But there’s no need to put away the grill! Follow these easy tips to help minimize risk.

Safe Grilling Tips

  • Clean Before and After

    Burn off any residue on the grill grates both before and after grilling by scrubbing it away with a stiff-bristled grill brush.

  • Skip The Fat and Cook Slowly

    Choose lean meat cuts and trim excess fat. Cook large cuts slowly and at a lower temperature.

  • Use Marinades on Your Meat

    Marinades can decrease HCA formation by more than 90 percent.

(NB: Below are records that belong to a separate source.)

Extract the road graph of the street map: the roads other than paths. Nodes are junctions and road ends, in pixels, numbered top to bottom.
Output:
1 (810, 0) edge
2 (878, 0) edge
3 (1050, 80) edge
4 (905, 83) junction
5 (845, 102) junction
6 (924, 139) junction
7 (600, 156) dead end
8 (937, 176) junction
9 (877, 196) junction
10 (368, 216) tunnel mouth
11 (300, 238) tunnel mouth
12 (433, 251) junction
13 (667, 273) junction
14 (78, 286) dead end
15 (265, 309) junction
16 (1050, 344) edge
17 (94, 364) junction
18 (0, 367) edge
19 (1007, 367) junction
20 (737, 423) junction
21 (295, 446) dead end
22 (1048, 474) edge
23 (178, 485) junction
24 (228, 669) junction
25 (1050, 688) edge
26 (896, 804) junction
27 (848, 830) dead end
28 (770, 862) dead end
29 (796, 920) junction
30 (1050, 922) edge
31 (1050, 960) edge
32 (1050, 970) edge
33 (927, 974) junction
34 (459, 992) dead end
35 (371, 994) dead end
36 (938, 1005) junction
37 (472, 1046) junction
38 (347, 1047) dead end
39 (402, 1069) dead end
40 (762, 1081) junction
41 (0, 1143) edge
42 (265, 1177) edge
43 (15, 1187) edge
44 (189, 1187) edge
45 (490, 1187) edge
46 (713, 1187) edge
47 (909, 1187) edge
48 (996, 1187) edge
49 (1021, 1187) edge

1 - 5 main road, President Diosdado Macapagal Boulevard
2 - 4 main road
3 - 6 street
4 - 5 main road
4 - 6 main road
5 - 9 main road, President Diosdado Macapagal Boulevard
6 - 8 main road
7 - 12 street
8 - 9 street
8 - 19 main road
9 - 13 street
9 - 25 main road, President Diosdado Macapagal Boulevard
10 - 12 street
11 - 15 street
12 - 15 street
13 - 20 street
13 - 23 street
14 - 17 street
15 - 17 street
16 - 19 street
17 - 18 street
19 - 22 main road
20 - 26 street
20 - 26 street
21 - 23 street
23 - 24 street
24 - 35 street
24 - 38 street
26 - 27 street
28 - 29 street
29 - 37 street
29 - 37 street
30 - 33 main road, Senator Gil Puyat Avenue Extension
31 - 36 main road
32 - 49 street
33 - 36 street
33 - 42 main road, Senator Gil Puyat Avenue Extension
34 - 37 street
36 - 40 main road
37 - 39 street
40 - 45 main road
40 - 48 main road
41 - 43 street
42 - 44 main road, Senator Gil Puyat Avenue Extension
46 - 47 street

Some of the ingredients in marinades even act as protective antioxidants.

How to Tell When Grilled Foods are Ready

Before removing food from the grill, measure its temperature:

  1. Insert a food thermometer into the thickest part of the cut.
  2. Make sure the thermometer’s not touching any bone, fat, or gristle.

FDA Safe Temperature Minimums

Here is a listing of minimum safe temperatures, as determined by the FDA.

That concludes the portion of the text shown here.